Notre croissance est en effet importante, par acquisitions – nous avons racheté 60 entreprises en 25 ans – mais aussi par croissance organique. En 2019, nous avons inauguré une usine de tri très moderne – qui a représenté 25 millions d’euros d’investissements –, pour la collecte sélective mais aussi ouvert une série d’agences, comme à Orléans ou Amiens pour être au plus près de nos clients industriels. Fin 2020, nous avons inauguré deux nouvelles usines de tri pour les collectivités. Nos partenaires financiers nous soutiennent vraiment et, en effet, nous avons été la première entreprise de taille moyenne à recourir aux green bonds en 2015. Nous y avons eu aussi recours en 2018. Cela nous permet de continuer à investir dans l’outil industriel et regarder les acquisitions intéressantes.

"Quoi qu’il arrive entre Veolia et Suez, le mouvement de concentration continue de s’accélérer dans ce métier"

Quels axes de développement privilégiez-vous pour les prochains mois ? Quelles opportunités l’hypothétique fusion entre Veolia et Suez vous apporterait-elle ? 

Nous regardons toujours les dossiers qui peuvent permettre d’étendre notre offre, géographiquement ou techniquement, et de servir au mieux nos clients. Quoi qu’il arrive entre Veolia et Suez, le mouvement de concentration continue de s’accélérer dans ce métier qui est très capitalistique. Il y a vingt-cinq ans, pour démarrer, il suffisait d’investir dans quelques camions.
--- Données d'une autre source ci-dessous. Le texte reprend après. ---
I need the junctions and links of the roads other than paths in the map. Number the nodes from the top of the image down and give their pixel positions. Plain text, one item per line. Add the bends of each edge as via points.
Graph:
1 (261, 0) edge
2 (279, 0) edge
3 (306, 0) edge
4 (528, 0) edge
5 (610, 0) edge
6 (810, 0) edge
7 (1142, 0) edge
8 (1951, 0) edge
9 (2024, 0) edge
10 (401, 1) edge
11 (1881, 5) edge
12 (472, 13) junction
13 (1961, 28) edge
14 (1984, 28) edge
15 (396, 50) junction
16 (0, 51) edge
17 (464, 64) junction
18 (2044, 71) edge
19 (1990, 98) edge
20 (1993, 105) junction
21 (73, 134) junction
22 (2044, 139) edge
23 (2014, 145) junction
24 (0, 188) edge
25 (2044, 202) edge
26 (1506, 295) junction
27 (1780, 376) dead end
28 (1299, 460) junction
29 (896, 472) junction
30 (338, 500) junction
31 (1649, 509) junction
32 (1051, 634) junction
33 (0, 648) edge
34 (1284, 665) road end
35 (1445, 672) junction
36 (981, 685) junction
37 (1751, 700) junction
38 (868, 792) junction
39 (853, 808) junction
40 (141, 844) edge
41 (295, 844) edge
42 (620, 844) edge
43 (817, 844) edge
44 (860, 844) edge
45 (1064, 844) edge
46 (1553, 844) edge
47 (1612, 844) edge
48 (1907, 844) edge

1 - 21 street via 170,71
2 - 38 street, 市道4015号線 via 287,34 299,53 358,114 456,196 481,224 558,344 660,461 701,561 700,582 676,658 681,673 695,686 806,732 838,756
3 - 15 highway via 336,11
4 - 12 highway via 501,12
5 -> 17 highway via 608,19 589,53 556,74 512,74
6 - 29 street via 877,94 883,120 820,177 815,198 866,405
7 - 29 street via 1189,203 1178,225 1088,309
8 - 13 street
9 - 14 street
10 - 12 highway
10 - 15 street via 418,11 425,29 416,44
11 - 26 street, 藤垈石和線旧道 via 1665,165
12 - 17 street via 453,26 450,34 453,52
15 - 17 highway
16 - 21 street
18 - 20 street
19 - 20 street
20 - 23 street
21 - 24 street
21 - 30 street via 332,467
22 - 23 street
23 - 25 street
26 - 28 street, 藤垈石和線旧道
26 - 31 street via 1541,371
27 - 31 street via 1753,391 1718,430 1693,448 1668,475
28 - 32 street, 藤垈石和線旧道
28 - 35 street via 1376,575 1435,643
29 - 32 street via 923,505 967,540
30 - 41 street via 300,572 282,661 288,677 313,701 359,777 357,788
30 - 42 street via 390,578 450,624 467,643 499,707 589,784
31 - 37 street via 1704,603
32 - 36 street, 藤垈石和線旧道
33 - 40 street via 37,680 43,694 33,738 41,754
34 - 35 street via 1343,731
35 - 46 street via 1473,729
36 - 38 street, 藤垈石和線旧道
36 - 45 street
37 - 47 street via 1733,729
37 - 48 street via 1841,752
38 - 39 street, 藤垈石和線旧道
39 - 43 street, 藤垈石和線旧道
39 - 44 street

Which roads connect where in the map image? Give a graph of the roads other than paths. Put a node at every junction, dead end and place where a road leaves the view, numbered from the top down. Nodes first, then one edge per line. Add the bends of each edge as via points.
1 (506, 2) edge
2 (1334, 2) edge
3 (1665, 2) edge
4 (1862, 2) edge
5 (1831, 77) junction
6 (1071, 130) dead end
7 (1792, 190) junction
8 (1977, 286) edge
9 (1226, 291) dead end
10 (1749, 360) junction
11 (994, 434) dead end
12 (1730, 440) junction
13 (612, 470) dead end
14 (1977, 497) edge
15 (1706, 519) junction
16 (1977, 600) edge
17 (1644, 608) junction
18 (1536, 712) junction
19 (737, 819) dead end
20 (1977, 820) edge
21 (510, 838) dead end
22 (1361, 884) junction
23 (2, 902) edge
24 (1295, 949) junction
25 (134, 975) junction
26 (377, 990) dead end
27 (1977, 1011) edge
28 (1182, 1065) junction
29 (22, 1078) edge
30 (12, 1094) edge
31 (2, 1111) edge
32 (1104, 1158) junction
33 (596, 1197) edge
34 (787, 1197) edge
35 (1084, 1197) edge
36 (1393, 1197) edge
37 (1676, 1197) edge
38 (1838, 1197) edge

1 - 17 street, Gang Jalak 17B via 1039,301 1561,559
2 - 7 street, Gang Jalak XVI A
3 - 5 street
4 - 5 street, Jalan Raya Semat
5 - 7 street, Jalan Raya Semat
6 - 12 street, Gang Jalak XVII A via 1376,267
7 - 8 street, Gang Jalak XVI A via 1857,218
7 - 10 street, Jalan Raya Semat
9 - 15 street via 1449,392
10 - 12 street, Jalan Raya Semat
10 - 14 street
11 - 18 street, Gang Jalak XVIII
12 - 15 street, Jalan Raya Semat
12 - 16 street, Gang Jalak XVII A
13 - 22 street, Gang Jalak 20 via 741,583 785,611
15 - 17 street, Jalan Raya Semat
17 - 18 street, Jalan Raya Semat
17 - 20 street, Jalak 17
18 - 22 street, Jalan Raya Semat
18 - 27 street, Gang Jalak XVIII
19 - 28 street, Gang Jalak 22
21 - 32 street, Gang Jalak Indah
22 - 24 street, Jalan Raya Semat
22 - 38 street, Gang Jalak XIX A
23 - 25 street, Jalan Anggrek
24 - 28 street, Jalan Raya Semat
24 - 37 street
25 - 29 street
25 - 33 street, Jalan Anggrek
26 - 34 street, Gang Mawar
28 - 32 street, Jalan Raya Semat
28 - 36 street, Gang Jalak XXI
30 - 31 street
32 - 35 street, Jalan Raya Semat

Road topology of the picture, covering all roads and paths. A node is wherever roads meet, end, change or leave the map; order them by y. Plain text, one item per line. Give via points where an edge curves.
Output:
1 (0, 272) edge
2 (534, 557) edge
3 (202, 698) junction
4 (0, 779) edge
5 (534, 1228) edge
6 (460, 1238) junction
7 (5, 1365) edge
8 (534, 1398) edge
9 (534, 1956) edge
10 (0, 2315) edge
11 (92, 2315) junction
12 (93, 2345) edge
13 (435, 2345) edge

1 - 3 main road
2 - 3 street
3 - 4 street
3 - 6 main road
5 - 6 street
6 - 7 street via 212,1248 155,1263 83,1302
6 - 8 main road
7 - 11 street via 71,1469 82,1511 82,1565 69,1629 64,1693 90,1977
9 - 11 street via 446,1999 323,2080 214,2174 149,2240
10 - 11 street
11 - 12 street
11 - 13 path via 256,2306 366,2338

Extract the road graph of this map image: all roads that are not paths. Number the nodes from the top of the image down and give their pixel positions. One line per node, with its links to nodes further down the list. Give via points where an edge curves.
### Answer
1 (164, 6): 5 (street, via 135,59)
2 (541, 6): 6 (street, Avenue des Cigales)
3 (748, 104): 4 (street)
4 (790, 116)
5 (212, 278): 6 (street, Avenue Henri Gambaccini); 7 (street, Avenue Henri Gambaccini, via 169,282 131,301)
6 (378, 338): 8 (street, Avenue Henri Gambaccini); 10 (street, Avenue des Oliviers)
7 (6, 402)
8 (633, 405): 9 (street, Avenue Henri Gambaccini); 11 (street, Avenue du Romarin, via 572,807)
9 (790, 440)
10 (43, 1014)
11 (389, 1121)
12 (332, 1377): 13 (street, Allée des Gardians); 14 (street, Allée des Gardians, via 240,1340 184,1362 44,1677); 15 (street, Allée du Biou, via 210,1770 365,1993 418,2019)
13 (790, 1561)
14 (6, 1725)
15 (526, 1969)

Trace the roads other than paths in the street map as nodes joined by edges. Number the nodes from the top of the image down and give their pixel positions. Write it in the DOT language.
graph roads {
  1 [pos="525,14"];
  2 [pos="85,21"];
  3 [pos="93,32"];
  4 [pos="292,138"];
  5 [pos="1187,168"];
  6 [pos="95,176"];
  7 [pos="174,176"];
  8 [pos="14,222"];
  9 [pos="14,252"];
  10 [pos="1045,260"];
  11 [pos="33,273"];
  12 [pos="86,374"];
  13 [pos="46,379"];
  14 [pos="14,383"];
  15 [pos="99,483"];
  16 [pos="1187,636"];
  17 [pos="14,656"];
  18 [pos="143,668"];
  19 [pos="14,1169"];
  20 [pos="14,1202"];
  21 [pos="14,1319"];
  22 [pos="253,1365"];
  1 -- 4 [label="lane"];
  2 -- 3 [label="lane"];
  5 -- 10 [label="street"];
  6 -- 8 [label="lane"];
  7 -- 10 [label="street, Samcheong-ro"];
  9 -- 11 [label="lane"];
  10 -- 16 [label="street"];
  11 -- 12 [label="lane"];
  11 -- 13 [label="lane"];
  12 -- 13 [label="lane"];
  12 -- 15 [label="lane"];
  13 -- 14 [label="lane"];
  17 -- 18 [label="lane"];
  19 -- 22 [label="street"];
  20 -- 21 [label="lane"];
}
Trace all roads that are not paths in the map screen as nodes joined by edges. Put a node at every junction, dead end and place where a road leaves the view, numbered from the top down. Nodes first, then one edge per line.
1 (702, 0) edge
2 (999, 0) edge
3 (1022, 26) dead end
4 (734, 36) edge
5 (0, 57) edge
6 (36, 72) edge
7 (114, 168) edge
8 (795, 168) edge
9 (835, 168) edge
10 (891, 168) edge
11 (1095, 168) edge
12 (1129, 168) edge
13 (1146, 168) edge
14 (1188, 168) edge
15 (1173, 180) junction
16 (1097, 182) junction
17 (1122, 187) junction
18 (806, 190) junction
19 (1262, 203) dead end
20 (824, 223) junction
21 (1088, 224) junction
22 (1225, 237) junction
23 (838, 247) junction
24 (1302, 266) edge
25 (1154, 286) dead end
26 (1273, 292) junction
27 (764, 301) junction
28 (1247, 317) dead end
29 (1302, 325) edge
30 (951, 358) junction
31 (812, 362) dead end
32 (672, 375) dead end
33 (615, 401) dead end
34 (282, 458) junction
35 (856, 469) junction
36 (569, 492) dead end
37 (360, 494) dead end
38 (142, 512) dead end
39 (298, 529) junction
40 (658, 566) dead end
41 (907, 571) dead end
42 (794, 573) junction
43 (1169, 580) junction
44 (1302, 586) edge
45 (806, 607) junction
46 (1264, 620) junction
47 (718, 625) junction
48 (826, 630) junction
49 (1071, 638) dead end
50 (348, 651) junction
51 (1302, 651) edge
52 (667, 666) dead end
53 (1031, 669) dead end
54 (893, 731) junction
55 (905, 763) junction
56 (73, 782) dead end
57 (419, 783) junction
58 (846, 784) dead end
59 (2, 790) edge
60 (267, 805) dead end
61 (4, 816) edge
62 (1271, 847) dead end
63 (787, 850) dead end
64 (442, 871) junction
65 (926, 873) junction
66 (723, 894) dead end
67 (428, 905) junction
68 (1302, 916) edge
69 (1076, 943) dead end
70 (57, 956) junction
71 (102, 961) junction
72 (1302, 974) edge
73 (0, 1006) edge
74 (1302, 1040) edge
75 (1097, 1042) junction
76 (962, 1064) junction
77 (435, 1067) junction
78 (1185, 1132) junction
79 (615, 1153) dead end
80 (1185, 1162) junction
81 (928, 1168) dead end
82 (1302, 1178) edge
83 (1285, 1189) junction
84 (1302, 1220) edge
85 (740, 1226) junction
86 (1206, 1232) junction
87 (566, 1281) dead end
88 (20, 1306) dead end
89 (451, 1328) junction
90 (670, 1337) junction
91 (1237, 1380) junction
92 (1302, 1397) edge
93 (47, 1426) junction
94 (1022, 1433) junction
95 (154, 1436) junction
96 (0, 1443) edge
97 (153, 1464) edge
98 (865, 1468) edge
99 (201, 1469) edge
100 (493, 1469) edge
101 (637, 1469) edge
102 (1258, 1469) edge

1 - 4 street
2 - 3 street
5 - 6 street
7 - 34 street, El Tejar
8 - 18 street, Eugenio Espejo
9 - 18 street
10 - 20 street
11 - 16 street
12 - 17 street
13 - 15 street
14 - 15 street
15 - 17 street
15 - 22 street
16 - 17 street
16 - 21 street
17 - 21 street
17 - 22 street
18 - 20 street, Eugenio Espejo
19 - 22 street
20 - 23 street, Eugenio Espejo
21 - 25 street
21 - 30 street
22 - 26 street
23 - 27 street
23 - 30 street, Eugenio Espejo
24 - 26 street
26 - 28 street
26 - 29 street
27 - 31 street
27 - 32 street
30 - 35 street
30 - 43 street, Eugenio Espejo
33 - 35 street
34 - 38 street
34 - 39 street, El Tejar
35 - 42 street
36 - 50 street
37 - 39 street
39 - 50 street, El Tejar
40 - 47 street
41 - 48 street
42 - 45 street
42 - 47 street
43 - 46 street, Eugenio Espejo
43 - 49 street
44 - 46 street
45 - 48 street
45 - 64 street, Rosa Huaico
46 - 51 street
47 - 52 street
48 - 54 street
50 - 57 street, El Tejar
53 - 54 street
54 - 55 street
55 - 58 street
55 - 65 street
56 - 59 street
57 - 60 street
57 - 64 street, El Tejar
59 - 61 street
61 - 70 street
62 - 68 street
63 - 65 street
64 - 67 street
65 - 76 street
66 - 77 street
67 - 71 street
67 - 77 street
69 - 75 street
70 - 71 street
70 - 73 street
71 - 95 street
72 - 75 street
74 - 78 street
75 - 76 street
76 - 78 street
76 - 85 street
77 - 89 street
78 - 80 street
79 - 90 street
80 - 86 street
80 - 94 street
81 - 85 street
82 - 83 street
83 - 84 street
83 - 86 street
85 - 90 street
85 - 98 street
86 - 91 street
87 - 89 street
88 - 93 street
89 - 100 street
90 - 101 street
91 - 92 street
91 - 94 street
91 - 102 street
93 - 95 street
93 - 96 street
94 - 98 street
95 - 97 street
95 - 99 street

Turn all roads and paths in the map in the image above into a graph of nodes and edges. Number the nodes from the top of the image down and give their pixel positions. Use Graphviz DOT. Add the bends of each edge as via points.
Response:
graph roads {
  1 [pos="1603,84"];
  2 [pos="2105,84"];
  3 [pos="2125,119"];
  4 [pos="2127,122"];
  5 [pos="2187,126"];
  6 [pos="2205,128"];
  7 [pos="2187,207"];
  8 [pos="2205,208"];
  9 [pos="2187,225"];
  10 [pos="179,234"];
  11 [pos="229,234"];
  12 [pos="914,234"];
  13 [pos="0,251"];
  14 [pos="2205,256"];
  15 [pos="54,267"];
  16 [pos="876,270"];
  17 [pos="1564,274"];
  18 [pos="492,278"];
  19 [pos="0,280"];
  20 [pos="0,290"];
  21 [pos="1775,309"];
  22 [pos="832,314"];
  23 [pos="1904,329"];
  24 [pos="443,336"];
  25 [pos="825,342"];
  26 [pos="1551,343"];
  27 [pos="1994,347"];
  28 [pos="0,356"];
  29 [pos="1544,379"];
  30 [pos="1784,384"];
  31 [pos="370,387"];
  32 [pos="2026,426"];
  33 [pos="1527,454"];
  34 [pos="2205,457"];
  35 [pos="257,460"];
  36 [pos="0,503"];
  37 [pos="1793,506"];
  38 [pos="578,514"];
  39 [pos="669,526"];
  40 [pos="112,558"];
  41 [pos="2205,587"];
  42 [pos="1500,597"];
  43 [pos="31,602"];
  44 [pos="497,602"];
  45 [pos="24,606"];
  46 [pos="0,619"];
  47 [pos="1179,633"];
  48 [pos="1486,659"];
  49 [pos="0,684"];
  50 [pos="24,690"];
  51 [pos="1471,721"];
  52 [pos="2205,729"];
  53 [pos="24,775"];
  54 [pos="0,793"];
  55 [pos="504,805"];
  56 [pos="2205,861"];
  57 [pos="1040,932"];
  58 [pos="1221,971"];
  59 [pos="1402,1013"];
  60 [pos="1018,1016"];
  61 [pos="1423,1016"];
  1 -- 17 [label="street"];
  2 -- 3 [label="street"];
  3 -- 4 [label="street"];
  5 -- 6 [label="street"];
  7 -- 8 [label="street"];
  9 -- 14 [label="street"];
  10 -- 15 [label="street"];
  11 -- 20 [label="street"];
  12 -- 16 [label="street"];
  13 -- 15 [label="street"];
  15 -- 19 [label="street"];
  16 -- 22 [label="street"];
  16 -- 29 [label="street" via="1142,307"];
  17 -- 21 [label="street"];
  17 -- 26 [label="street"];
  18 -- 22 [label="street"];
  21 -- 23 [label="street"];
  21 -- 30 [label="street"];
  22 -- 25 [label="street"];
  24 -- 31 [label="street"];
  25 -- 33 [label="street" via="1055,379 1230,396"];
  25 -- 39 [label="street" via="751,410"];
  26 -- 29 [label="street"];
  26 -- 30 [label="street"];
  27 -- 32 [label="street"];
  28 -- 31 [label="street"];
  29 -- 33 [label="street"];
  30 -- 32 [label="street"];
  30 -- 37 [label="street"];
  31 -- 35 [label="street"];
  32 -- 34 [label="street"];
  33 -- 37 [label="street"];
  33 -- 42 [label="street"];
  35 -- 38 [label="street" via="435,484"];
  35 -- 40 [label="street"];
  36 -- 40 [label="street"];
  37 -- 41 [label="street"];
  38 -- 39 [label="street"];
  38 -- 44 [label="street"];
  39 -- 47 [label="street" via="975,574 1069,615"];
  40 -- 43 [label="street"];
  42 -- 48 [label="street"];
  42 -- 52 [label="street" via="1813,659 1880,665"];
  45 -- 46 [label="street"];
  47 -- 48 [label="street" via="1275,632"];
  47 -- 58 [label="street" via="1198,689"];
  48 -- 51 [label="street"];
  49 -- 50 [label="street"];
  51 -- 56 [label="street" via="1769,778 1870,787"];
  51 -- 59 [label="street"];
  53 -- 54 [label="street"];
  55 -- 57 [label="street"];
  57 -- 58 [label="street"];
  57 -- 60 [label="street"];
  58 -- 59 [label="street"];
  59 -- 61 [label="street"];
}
Désormais, c’est 25 millions d’euros qu’il faut avoir pour sa première usine ! Contrairement à ce que beaucoup pensent encore, l’univers du traitement des déchets est une industrie de haute technologie, qui demande des emplois qualifiés et des investissements considérables. 92% de nos salariés occupent ainsi des emplois qualifiés. Et même avec de nouvelles acquisitions, nous recrutons près de mille personnes par an.  

"On m’a prédit à mes débuts que mes bonnes intentions feraient couler mon entreprise"

Vous êtes l’un des rares dirigeants à préconiser ouvertement un management bienveillant. Comment expliquer cette situation ?  

Oui, j’ai créé mon entreprise sur deux visions. La première : il faut sauvegarder la planète et ses ressources. En cela, les déchets sont les matières premières du XXIe siècle. La deuxième : la bienveillance et le respect de la diversité peuvent et doivent être les moteurs de la société. Mon crédo se résume ainsi : pour une planète plus verte et une société plus fraternelle. On m’a prédit à mes débuts que mes bonnes intentions feraient couler mon entreprise. Cela n’a pas été le cas, bien au contraire. Ces derniers mois montrent bien l’importance du besoin de fraternité – en particulier pendant cette période de Covid - et je pense, moi, que sur cette intuition aussi, je serai suivi à l’avenir.